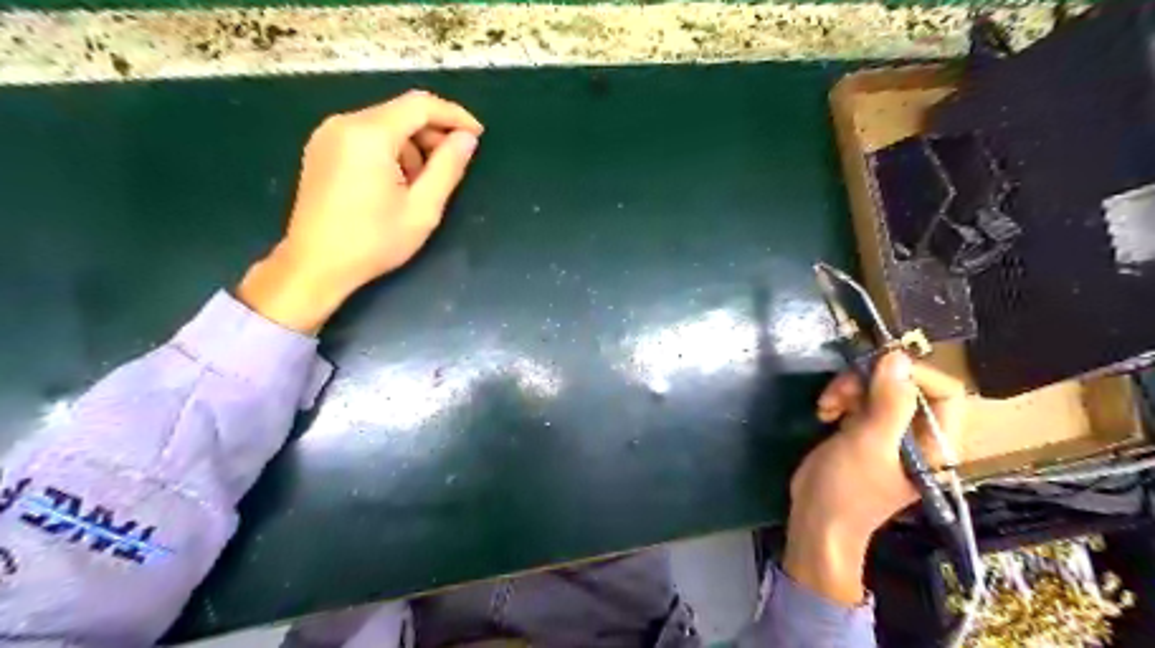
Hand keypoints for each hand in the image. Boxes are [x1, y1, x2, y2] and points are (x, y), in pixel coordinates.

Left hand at [239, 90, 484, 334]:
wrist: (315, 265)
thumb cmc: (373, 241)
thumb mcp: (422, 209)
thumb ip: (448, 168)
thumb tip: (467, 139)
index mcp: (369, 134)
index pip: (420, 105)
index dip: (454, 115)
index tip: (478, 134)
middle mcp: (344, 123)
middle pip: (401, 113)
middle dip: (433, 135)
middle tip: (453, 166)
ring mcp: (328, 135)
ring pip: (385, 125)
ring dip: (412, 147)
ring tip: (421, 186)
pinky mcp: (322, 150)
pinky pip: (367, 137)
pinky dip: (391, 151)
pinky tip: (396, 184)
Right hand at [785, 352, 968, 604]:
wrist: (816, 520)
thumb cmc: (848, 489)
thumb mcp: (869, 444)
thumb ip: (889, 402)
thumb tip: (898, 357)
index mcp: (936, 443)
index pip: (945, 392)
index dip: (912, 374)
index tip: (872, 370)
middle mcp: (918, 434)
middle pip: (906, 385)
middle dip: (869, 382)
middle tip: (838, 391)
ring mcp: (890, 432)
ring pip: (879, 389)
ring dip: (849, 389)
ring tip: (826, 406)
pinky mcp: (865, 431)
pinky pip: (860, 400)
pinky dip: (841, 399)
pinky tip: (824, 412)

▬▬▬

__Work required__
Each line in the data that has the word "ring" counts once; state how many such lines there are, without comment.

__The completed task__
8